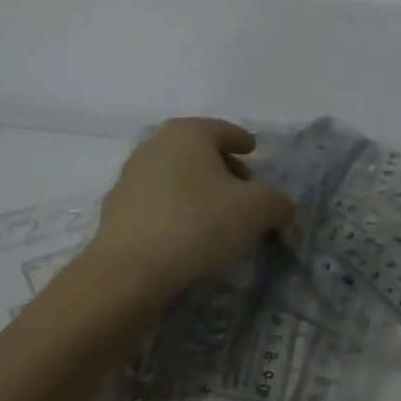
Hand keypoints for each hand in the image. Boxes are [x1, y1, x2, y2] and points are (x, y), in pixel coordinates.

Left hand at [85, 118, 294, 304]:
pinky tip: (189, 237)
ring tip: (218, 219)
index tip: (253, 151)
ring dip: (198, 191)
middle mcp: (156, 145)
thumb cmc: (198, 223)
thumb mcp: (256, 211)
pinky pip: (158, 204)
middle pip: (198, 152)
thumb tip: (284, 210)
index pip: (223, 130)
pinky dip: (176, 212)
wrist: (129, 270)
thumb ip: (278, 204)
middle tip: (243, 190)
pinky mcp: (116, 211)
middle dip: (223, 168)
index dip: (242, 141)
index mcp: (188, 133)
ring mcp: (131, 177)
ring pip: (176, 177)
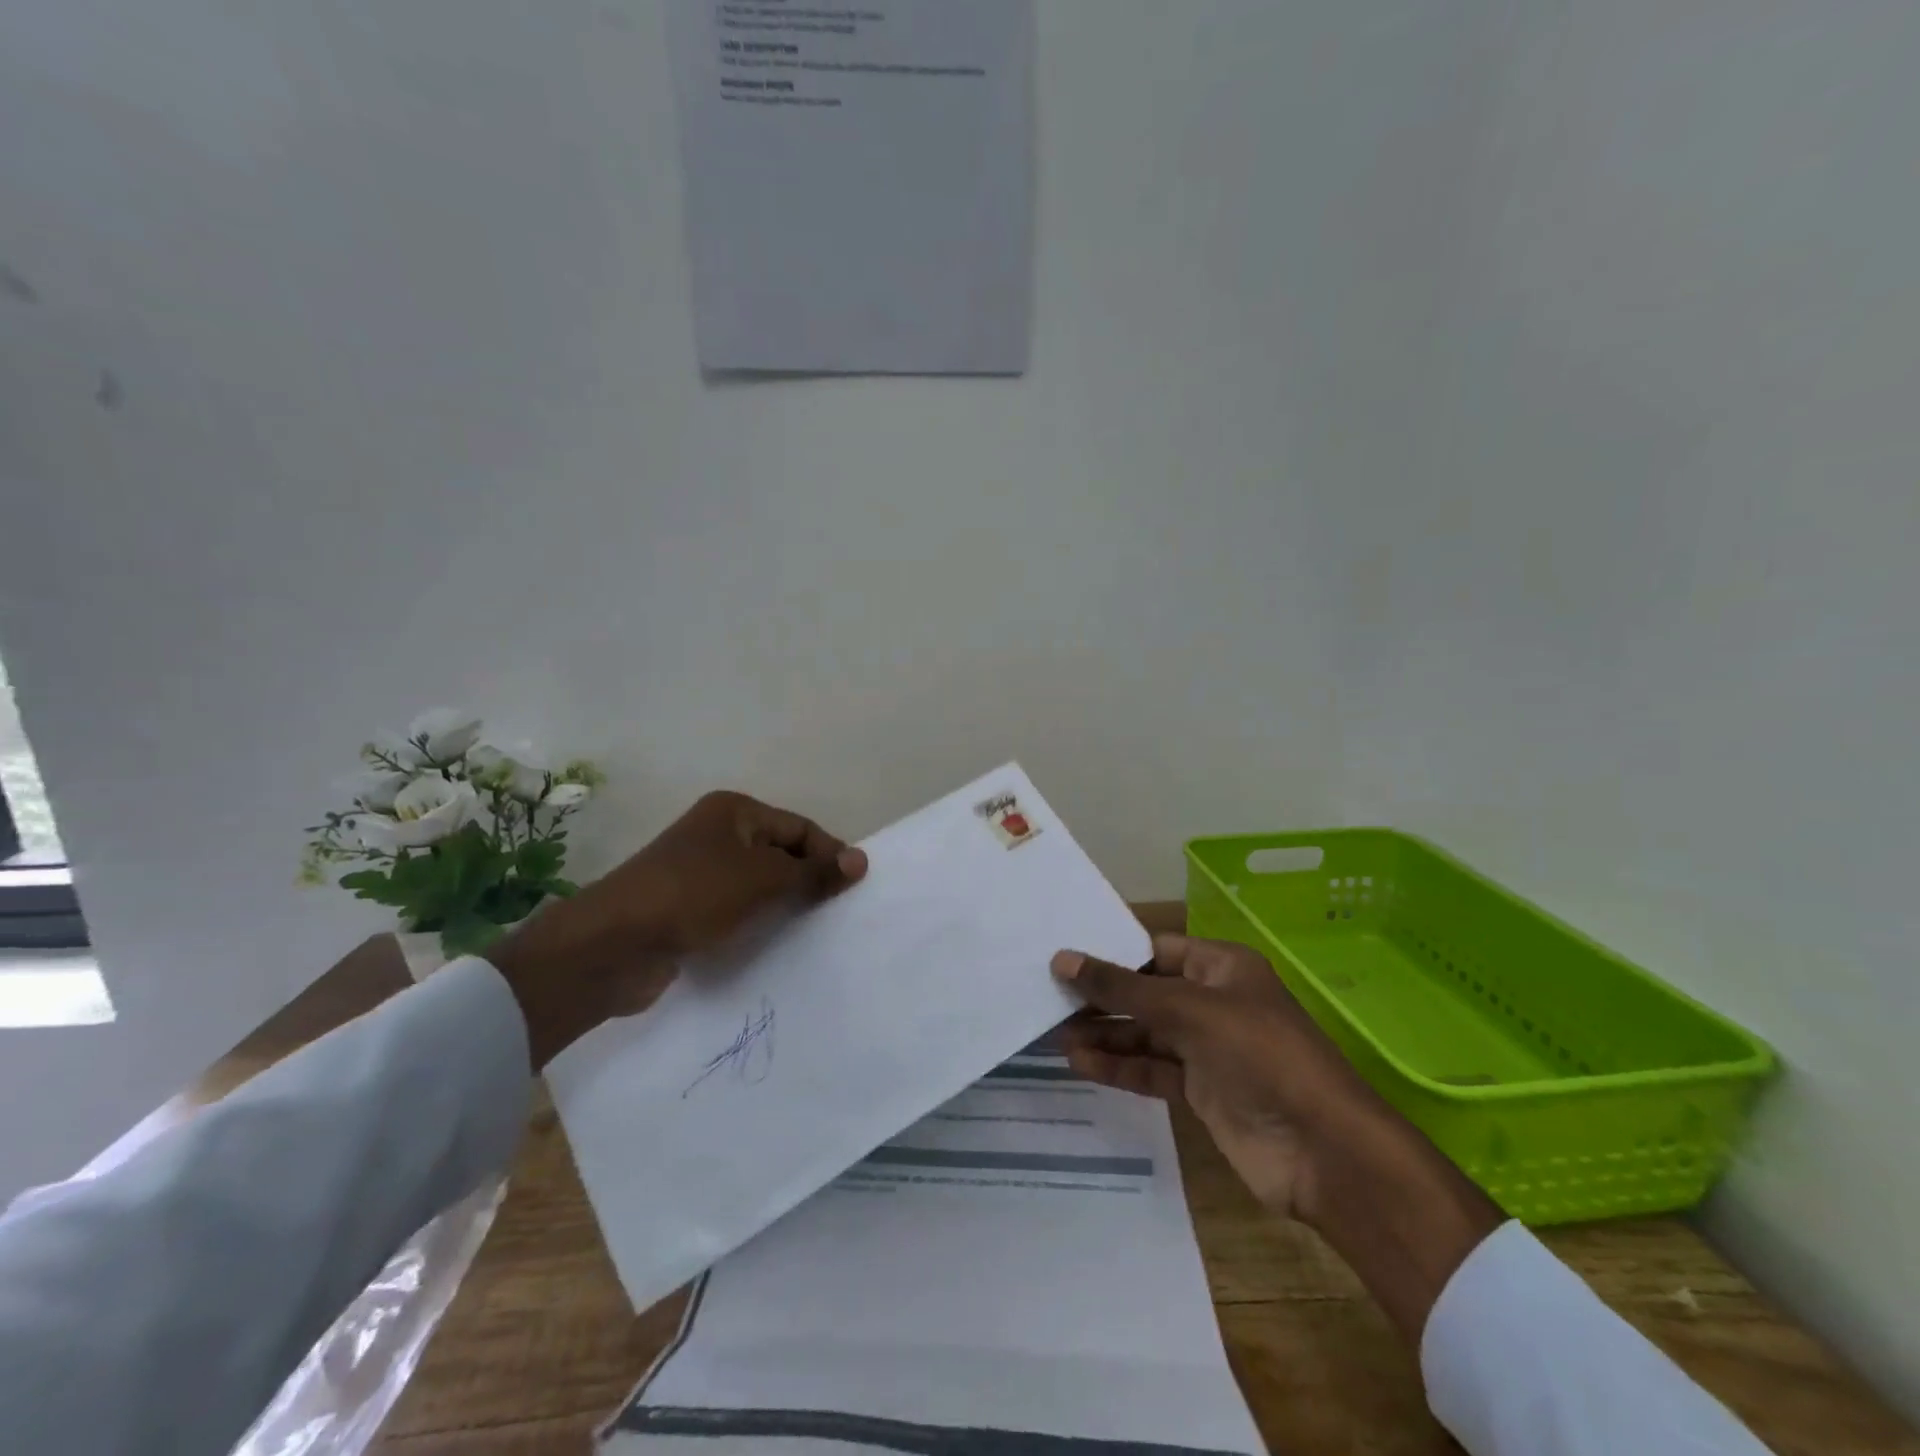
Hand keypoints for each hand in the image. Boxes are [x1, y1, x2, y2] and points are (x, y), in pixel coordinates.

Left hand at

■ ■ ■ ■

* **Exercise brief**
Where the line with "ring tip: (218, 219)" appears, begin there and transcribe exactly through the last line of the data, leaving all pictures aside.

* **Exercise solution**
ring tip: (218, 219)
index tip: (253, 151)
ring dip: (198, 191)
middle mcp: (156, 145)
thumb cmc: (198, 223)
thumb mcp: (256, 211)
pinky pip: (158, 204)
middle pip: (198, 152)
thumb tip: (284, 210)
index pip: (223, 130)
pinky dip: (176, 212)
wrist: (129, 270)
thumb ip: (278, 204)
middle tip: (243, 190)
pinky mcp: (116, 211)
middle dip: (223, 168)
index dip: (242, 141)
index mcp: (188, 133)
ring mcp: (131, 177)
ring pip: (176, 177)
Hand keypoints for each hand in the image. Boxes are [x1, y1, x2, y2] and points are (x, y), in pixel coordinates.

Left hand at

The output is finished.